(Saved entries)
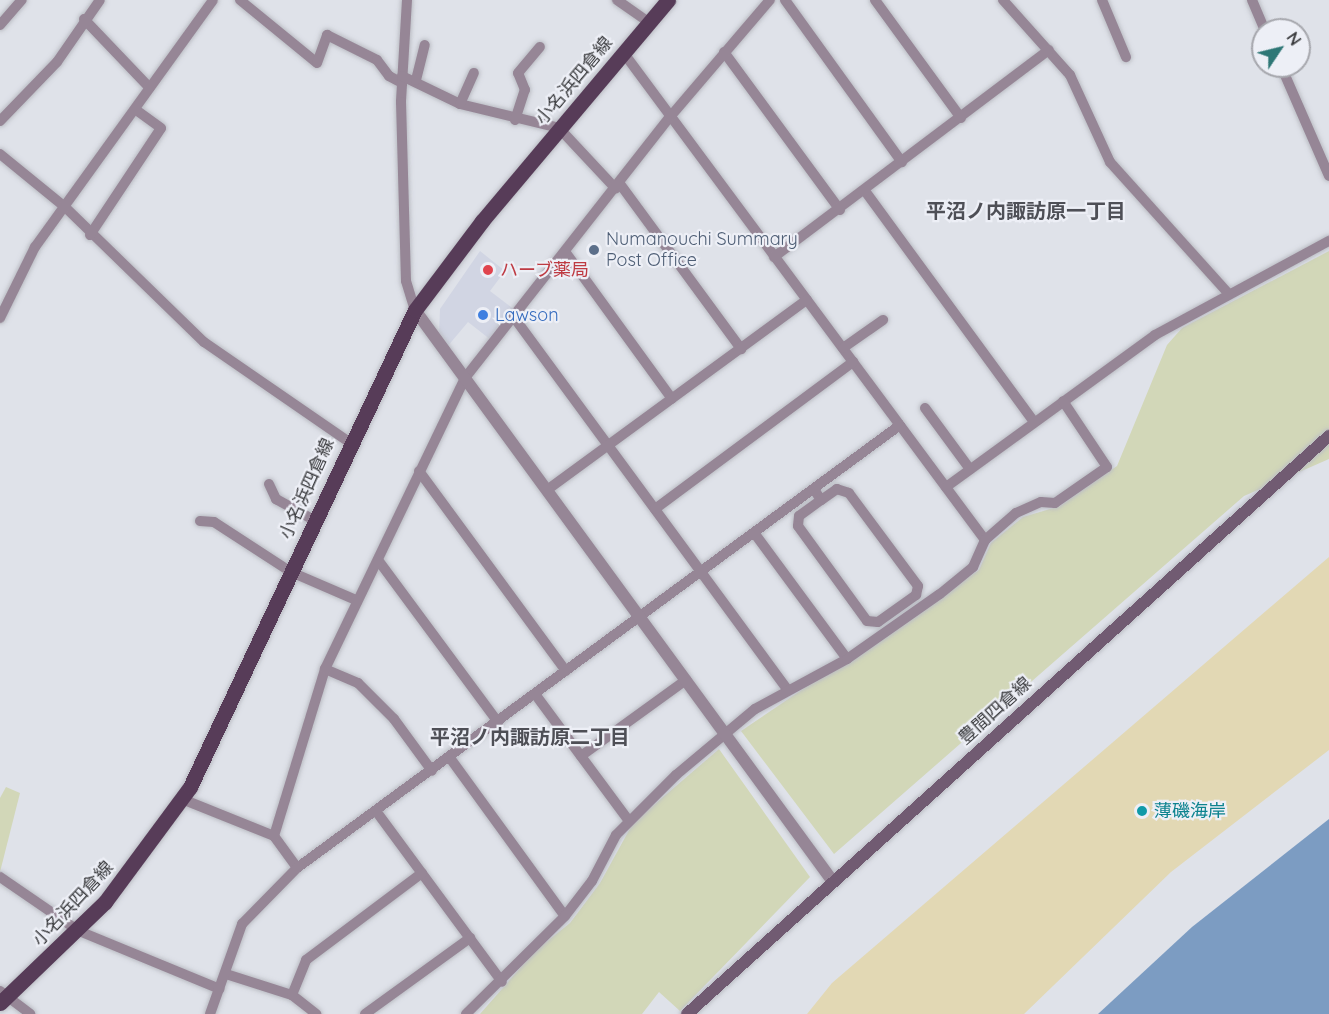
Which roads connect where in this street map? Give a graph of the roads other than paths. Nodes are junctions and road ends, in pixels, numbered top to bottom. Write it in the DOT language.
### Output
graph roads {
  1 [pos="22,0"];
  2 [pos="100,0"];
  3 [pos="213,0"];
  4 [pos="240,0"];
  5 [pos="407,0"];
  6 [pos="617,0"];
  7 [pos="668,0"];
  8 [pos="770,0"];
  9 [pos="785,0"];
  10 [pos="875,0"];
  11 [pos="1102,0"];
  12 [pos="1252,0"];
  13 [pos="1008,2"];
  14 [pos="1260,18"];
  15 [pos="84,19"];
  16 [pos="649,22"];
  17 [pos="0,25"];
  18 [pos="425,45"];
  19 [pos="540,47"];
  20 [pos="1049,50"];
  21 [pos="623,52"];
  22 [pos="724,52"];
  23 [pos="1126,57"];
  24 [pos="474,73"];
  25 [pos="1286,78"];
  26 [pos="402,79"];
  27 [pos="416,80"];
  28 [pos="150,88"];
  29 [pos="460,104"];
  30 [pos="135,109"];
  31 [pos="670,117"];
  32 [pos="961,118"];
  33 [pos="516,120"];
  34 [pos="0,122"];
  35 [pos="559,129"];
  36 [pos="0,154"];
  37 [pos="902,162"];
  38 [pos="1329,176"];
  39 [pos="618,186"];
  40 [pos="865,191"];
  41 [pos="66,207"];
  42 [pos="840,210"];
  43 [pos="90,235"];
  44 [pos="1329,241"];
  45 [pos="566,253"];
  46 [pos="774,257"];
  47 [pos="1229,294"];
  48 [pos="807,300"];
  49 [pos="415,310"];
  50 [pos="513,316"];
  51 [pos="0,318"];
  52 [pos="883,320"];
  53 [pos="843,348"];
  54 [pos="741,349"];
  55 [pos="853,362"];
  56 [pos="465,378"];
  57 [pos="672,399"];
  58 [pos="1063,401"];
  59 [pos="925,408"];
  60 [pos="1034,423"];
  61 [pos="900,425"];
  62 [pos="1329,436"];
  63 [pos="349,442"];
  64 [pos="609,446"];
  65 [pos="970,469"];
  66 [pos="419,471"];
  67 [pos="269,484"];
  68 [pos="946,487"];
  69 [pos="814,489"];
  70 [pos="547,490"];
  71 [pos="821,500"];
  72 [pos="655,509"];
  73 [pos="200,520"];
  74 [pos="314,520"];
  75 [pos="754,534"];
  76 [pos="985,540"];
  77 [pos="378,560"];
  78 [pos="291,572"];
  79 [pos="701,572"];
  80 [pos="356,600"];
  81 [pos="640,617"];
  82 [pos="846,659"];
  83 [pos="325,669"];
  84 [pos="566,671"];
  85 [pos="686,680"];
  86 [pos="788,690"];
  87 [pos="535,694"];
  88 [pos="498,722"];
  89 [pos="726,735"];
  90 [pos="581,756"];
  91 [pos="450,758"];
  92 [pos="432,771"];
  93 [pos="182,799"];
  94 [pos="376,811"];
  95 [pos="629,821"];
  96 [pos="274,836"];
  97 [pos="297,868"];
  98 [pos="422,873"];
  99 [pos="0,877"];
  100 [pos="831,879"];
  101 [pos="565,916"];
  102 [pos="79,931"];
  103 [pos="470,938"];
  104 [pos="226,974"];
  105 [pos="502,982"];
  106 [pos="220,989"];
  107 [pos="292,995"];
  108 [pos="3,998"];
  109 [pos="30,1014"];
  110 [pos="210,1014"];
  111 [pos="316,1014"];
  112 [pos="365,1014"];
  113 [pos="466,1014"];
  114 [pos="687,1014"];
  1 -- 17 [label="street"];
  2 -- 15 [label="street"];
  3 -- 28 [label="street"];
  4 -- 26 [label="street"];
  5 -- 26 [label="street"];
  6 -- 16 [label="street"];
  7 -- 16 [label="main road, 小名浜四倉線"];
  8 -- 22 [label="street"];
  9 -- 37 [label="street"];
  10 -- 32 [label="street"];
  11 -- 23 [label="street"];
  12 -- 14 [label="street"];
  13 -- 20 [label="street"];
  15 -- 28 [label="street"];
  15 -- 34 [label="street"];
  16 -- 21 [label="main road, 小名浜四倉線"];
  18 -- 27 [label="street"];
  19 -- 33 [label="street"];
  20 -- 32 [label="street"];
  20 -- 47 [label="street"];
  21 -- 31 [label="street"];
  21 -- 35 [label="main road, 小名浜四倉線"];
  22 -- 31 [label="street"];
  22 -- 42 [label="street"];
  24 -- 29 [label="street"];
  25 -- 38 [label="street"];
  26 -- 27 [label="street"];
  26 -- 49 [label="street"];
  27 -- 29 [label="street"];
  28 -- 30 [label="street"];
  29 -- 33 [label="street"];
  30 -- 41 [label="street"];
  30 -- 43 [label="street"];
  31 -- 39 [label="street"];
  31 -- 46 [label="street"];
  32 -- 37 [label="street"];
  33 -- 35 [label="street"];
  35 -- 39 [label="street"];
  35 -- 49 [label="main road, 小名浜四倉線"];
  36 -- 41 [label="street"];
  37 -- 40 [label="street"];
  39 -- 45 [label="street"];
  39 -- 54 [label="street"];
  40 -- 42 [label="street"];
  40 -- 60 [label="street"];
  41 -- 43 [label="street"];
  41 -- 51 [label="street"];
  42 -- 46 [label="street"];
  43 -- 63 [label="street"];
  44 -- 47 [label="street"];
  45 -- 50 [label="street"];
  45 -- 57 [label="street"];
  46 -- 48 [label="street"];
  47 -- 58 [label="street"];
  48 -- 53 [label="street"];
  48 -- 54 [label="street"];
  49 -- 56 [label="street"];
  49 -- 63 [label="main road, 小名浜四倉線"];
  50 -- 56 [label="street"];
  50 -- 64 [label="street"];
  52 -- 53 [label="street"];
  53 -- 55 [label="street"];
  54 -- 57 [label="street"];
  55 -- 61 [label="street"];
  55 -- 72 [label="street"];
  56 -- 66 [label="street"];
  56 -- 70 [label="street"];
  57 -- 64 [label="street"];
  58 -- 60 [label="street"];
  58 -- 76 [label="street"];
  59 -- 65 [label="street"];
  60 -- 65 [label="street"];
  61 -- 68 [label="street"];
  61 -- 69 [label="street"];
  62 -- 100 [label="main road, 豊間四倉線"];
  63 -- 74 [label="main road, 小名浜四倉線"];
  64 -- 70 [label="street"];
  64 -- 72 [label="street"];
  65 -- 68 [label="street"];
  66 -- 77 [label="street"];
  66 -- 84 [label="street"];
  67 -- 74 [label="street"];
  68 -- 76 [label="street"];
  69 -- 71 [label="street"];
  69 -- 75 [label="street"];
  70 -- 81 [label="street"];
  71 -- 71 [label="street"];
  72 -- 79 [label="street"];
  73 -- 78 [label="street"];
  74 -- 78 [label="main road, 小名浜四倉線"];
  75 -- 79 [label="street"];
  75 -- 82 [label="street"];
  76 -- 82 [label="street"];
  77 -- 80 [label="street"];
  77 -- 88 [label="street"];
  78 -- 80 [label="street"];
  78 -- 93 [label="main road, 小名浜四倉線"];
  79 -- 81 [label="street"];
  79 -- 86 [label="street"];
  80 -- 83 [label="street"];
  81 -- 84 [label="street"];
  81 -- 85 [label="street"];
  82 -- 86 [label="street"];
  83 -- 92 [label="street"];
  83 -- 96 [label="street"];
  84 -- 87 [label="street"];
  85 -- 89 [label="street"];
  85 -- 90 [label="street"];
  86 -- 89 [label="street"];
  87 -- 88 [label="street"];
  87 -- 90 [label="street"];
  88 -- 91 [label="street"];
  89 -- 95 [label="street"];
  89 -- 100 [label="street"];
  90 -- 95 [label="street"];
  91 -- 92 [label="street"];
  91 -- 101 [label="street"];
  92 -- 94 [label="street"];
  93 -- 96 [label="street"];
  93 -- 102 [label="main road, 小名浜四倉線"];
  94 -- 97 [label="street"];
  94 -- 98 [label="street"];
  95 -- 101 [label="street"];
  96 -- 97 [label="street"];
  97 -- 104 [label="street"];
  98 -- 103 [label="street"];
  98 -- 107 [label="street"];
  99 -- 102 [label="street"];
  100 -- 114 [label="main road, 豊間四倉線"];
  101 -- 105 [label="street"];
  102 -- 106 [label="street"];
  102 -- 108 [label="main road, 小名浜四倉線"];
  103 -- 105 [label="street"];
  103 -- 112 [label="street"];
  104 -- 106 [label="street"];
  104 -- 107 [label="street"];
  105 -- 113 [label="street"];
  106 -- 110 [label="street"];
  107 -- 111 [label="street"];
  108 -- 109 [label="street"];
}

What you should do
Wherever the string "豊間四倉線" appears in the data above, report the whole line.

Answer to the exercise
  62 -- 100 [label="main road, 豊間四倉線"];
  100 -- 114 [label="main road, 豊間四倉線"];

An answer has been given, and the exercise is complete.